▶ [Exercise directions] From the entries, return every line where the string "give" shows up.

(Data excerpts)
━━━━━━
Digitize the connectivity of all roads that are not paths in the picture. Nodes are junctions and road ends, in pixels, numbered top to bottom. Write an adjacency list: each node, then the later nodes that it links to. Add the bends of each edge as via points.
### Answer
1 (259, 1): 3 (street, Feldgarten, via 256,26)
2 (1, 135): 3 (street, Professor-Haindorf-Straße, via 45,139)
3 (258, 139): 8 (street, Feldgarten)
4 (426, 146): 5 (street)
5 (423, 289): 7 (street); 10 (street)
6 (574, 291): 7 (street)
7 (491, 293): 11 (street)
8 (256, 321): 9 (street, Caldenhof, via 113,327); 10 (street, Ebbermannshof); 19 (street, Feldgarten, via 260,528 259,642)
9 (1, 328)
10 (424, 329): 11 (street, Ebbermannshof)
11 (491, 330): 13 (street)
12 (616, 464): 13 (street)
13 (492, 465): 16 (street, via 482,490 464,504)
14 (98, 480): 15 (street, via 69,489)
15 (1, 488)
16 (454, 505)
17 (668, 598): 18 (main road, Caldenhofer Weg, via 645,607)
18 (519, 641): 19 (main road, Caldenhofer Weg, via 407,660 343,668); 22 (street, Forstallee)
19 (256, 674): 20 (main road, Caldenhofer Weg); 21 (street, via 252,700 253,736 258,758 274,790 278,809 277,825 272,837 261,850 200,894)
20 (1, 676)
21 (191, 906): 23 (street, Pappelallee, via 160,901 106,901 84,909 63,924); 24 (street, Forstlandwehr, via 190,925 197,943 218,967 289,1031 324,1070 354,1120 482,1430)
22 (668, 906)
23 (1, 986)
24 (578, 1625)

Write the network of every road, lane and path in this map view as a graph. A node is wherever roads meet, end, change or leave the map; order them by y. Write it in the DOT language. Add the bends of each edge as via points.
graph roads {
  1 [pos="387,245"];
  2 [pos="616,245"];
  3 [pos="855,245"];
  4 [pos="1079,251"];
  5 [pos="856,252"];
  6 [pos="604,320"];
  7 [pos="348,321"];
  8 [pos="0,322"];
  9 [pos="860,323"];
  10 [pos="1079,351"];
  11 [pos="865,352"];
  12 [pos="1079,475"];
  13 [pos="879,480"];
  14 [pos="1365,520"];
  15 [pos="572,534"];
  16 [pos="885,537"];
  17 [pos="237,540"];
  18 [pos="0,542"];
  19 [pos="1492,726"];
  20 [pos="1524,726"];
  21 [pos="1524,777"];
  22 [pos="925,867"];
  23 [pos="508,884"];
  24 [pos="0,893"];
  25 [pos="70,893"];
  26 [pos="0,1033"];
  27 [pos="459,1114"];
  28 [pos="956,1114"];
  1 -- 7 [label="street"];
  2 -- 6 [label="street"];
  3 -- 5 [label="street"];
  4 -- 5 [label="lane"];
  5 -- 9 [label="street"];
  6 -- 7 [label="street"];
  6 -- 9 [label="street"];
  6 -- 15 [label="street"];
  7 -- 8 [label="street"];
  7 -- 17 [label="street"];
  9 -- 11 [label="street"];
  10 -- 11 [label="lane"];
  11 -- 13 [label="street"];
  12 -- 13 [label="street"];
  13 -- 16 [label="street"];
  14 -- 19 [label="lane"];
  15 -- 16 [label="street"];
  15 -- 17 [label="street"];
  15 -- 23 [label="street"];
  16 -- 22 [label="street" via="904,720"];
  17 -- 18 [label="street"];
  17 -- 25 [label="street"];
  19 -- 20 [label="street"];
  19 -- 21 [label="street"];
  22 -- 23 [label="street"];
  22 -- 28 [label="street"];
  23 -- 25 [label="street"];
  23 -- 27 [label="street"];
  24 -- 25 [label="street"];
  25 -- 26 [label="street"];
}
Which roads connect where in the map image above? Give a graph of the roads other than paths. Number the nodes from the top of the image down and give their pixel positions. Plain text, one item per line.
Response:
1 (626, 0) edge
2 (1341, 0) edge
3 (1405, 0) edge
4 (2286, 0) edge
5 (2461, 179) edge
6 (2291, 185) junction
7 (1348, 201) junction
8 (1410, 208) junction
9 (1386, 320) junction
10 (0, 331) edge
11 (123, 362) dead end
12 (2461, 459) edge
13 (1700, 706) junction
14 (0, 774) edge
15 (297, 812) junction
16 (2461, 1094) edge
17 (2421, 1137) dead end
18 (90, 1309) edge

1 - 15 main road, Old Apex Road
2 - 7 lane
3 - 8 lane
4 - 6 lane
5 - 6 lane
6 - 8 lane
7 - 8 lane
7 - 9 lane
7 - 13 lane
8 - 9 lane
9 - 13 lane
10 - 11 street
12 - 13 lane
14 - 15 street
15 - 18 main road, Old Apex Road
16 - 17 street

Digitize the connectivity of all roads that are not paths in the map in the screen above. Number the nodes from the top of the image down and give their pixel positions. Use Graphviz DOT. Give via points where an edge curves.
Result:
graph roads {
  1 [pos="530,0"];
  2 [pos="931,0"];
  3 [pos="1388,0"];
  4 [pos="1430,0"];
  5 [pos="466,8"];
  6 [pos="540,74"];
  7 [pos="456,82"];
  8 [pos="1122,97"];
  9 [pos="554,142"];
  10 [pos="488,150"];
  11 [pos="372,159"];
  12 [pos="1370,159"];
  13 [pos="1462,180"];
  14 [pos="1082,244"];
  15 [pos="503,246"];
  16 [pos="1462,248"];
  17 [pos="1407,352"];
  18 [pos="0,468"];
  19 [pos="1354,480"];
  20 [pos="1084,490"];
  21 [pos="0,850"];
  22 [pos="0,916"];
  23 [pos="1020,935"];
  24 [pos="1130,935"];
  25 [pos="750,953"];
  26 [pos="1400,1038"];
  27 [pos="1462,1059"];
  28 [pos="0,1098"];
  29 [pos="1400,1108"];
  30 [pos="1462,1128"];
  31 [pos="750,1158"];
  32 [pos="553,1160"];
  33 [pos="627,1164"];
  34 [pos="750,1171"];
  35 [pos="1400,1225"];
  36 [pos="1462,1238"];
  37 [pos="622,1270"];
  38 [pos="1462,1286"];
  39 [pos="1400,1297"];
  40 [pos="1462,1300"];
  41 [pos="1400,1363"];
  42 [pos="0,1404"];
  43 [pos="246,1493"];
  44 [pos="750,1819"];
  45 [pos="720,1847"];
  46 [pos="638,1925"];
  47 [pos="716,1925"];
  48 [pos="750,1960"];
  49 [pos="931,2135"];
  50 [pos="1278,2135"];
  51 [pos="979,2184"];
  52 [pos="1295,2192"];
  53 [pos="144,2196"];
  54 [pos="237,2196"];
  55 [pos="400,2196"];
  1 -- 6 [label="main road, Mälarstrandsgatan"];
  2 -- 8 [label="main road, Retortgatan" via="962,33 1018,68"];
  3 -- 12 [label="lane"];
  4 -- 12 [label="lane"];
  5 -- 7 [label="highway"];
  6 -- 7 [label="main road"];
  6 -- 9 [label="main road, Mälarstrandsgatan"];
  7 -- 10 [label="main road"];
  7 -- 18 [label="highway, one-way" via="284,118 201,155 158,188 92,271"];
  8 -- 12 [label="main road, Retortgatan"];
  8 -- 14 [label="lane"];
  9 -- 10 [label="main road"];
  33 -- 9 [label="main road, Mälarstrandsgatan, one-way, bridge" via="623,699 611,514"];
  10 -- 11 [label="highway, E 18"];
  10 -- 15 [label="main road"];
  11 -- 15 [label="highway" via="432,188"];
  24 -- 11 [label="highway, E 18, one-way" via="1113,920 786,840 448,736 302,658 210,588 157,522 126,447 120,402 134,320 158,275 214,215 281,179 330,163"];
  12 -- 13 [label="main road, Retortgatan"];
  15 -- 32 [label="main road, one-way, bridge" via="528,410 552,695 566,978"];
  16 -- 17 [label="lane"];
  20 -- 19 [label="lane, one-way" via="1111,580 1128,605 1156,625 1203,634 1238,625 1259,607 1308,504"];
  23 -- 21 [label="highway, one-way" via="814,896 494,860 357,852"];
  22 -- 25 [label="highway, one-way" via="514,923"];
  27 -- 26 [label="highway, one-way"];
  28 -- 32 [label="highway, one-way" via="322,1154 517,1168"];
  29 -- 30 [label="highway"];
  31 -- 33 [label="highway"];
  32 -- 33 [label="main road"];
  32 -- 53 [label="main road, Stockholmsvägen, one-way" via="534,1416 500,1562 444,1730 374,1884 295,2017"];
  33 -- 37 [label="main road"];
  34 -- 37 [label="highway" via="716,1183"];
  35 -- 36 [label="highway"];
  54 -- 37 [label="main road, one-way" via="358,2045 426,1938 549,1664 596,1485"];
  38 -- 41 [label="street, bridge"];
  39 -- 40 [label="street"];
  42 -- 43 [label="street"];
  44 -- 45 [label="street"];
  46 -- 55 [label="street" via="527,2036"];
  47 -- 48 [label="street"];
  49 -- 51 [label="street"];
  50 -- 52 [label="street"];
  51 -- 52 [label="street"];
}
━━━━━━
▶ [Worked solution]
Which roads connect where in the map image above? Give a graph of the roads other than paths. Number the nodes from the top of the image down and give their pixel positions. Plain text, one item per line.
Digitize the connectivity of all roads that are not paths in the map in the screen above. Number the nodes from the top of the image down and give their pixel positions. Use Graphviz DOT. Give via points where an edge curves.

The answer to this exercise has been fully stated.